Manche Filme werden sowohl von den Kritikern als auch von den Fans gelobt. Dazu zählen etwa Klassiker wie Jurassic Park und Titanic. Oder so ziemlich alles, was Regisseur Christopher Nolan auf die Leinwand bringt. Doch Kritiker und Zuschauer sind nicht immer ein Herz und eine Seele. So auch beim aktuellen Netflix-Überflieger „Anaconda“ mit Jack Black, Paul Rudd und Thandiwe Newton.
Worum geht es in „Anaconda“?
Nein, bei „Anaconda“ handelt es sich nicht um ein Remake der Super-RTL-Zeichentrickserie „Angela Anaconda“. Stattdessen steckt hinter dem Titel eine Neuinterpretation des gleichnamigen Spielfilms aus dem Jahr 1997 – damals mit Jennifer Lopez und Ice Cube in den Hauptrollen.
Die Handlung dreht sich um eine Gruppe von Freunden, die ihrerseits ein Remake des 1997er Anaconda-Films drehen möchten. Dafür reist die Gruppe nach Brasilien, wo die ganze Sache jedoch schnell aus dem Ruder gerät. Und so ist ein guter Film schon bald ihr geringstes Problem.
Bei den Zuschauern kam die seichte Action-Komödie ganz gut an. So glänzt der Streifen bei Rotten Tomatoes mit immerhin 75 von 100 Prozent. Außerdem führt „Anaconda“ gegenwärtig die Netflix-Bestenliste mit insgesamt 17.800.000 Millionen Ansichten in gleich sieben Ländern an (Platz 2 in Deutschland). Ein großer Erfolg also? Nicht, wenn es nach den Filmkritikern geht.

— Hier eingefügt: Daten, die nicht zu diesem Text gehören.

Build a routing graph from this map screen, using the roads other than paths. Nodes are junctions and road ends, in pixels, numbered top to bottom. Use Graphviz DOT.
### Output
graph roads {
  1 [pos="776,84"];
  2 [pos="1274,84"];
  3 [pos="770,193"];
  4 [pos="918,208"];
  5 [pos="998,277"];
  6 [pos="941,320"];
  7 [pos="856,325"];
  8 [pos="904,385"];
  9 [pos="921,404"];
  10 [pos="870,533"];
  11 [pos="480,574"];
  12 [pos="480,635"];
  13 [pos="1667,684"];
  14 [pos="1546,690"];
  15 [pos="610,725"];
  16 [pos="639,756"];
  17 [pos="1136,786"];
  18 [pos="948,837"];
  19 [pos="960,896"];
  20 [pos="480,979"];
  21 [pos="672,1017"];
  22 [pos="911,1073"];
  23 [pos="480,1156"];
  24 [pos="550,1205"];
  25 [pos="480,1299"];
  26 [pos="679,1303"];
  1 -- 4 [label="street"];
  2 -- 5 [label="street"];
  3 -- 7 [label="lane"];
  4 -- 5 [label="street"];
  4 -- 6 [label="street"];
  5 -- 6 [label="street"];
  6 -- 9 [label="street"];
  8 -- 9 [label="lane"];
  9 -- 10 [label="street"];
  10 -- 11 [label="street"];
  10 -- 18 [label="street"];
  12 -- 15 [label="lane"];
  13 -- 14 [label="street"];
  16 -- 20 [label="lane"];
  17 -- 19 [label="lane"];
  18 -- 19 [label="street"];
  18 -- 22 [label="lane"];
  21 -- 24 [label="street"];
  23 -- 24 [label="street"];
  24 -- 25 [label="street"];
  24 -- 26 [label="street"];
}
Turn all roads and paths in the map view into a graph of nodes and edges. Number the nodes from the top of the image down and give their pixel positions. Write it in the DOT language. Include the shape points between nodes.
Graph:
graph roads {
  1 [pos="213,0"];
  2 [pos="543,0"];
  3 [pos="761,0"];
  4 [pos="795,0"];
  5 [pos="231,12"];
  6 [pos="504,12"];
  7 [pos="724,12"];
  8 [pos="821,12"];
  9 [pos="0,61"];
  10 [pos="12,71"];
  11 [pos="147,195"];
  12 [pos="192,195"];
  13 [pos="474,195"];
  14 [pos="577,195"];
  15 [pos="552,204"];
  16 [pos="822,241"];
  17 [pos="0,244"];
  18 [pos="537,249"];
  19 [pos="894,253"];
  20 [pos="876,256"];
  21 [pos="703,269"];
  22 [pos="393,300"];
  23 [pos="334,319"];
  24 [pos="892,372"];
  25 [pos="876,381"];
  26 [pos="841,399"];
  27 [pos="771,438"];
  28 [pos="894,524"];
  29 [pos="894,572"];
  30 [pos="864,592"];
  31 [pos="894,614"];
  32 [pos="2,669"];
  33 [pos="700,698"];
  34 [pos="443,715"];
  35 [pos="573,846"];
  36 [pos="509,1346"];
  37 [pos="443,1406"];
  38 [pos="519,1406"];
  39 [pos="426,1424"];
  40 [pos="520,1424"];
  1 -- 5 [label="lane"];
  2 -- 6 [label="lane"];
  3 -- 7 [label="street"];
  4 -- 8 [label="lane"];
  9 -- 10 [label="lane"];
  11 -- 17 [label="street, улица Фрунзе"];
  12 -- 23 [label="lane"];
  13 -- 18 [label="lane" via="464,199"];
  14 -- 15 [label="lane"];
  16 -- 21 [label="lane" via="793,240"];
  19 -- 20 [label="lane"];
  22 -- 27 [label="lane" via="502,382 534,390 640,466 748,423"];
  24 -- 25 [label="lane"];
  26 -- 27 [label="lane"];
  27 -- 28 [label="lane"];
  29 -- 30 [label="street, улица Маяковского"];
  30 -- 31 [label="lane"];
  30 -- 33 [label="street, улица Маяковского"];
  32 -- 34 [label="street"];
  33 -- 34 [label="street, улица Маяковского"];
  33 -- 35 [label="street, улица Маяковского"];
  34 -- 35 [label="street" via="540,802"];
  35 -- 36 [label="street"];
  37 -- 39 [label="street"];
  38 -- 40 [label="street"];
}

Filmexperten vergeben 47 von 100 Prozent
Vernichtend sind die Kritiken zwar nicht, wie es etwa beim Doku-Megaflop Queen „Cleopatra“ (2023) der Fall war. Doch wirklich positive Stimmen aus den Expertenreihen sind selten. Ein Kritiker schreibt beispielsweise: „Die CGI-Effekte sind zumindest besser als 97. Ansonsten? Meh“. Während ein weiterer Filmexperte unterstreicht: „Sofern du kein großer Fan des Originals, von Ice Cube oder von beidem bist, ist Anaconda ein vergessenswerter Film, den man getrost überspringen kann.“
Nur wenige scheinen dem Film etwas abgewinnen zu können. Manche loben zumindest den Humor sowie den kreativen Einsatz der Metaebene, doch vor allem die zweite Hälfte des Films soll einige Probleme aufweisen und etwas langweilig sein. Abschließend fasst ein Kritiker zusammen: „Mit mehr Starbesetzung als alle Anacondas zusammen, aber merklich weniger Lachern, entpuppt sich das, was eine frische Interpretation hätte sein können, am Ende als aufgewärmter Brei.“
„Anaconda“ bei Netflix
So enttäuscht die meisten Filmexperten von „Anaconda“ auch zu sein scheinen, die Zuschauer vertreten wie bereits erwähnt eine andere Meinung. Und ebendiese kannst du dir aktuell selbst bilden. Denn obwohl der Streifen erst im Dezember 2025 auf die Leinwand kam, ist er ab sofort auch auf Netflix abrufbar. Auf dem ersten Platz der deutschen Netflix-Bestenliste landet derweil der deutsche Spielfilm „Eat Pray Bark – Therapie auf vier Pfoten“ aus der Feder von Regisseur Marco Petry.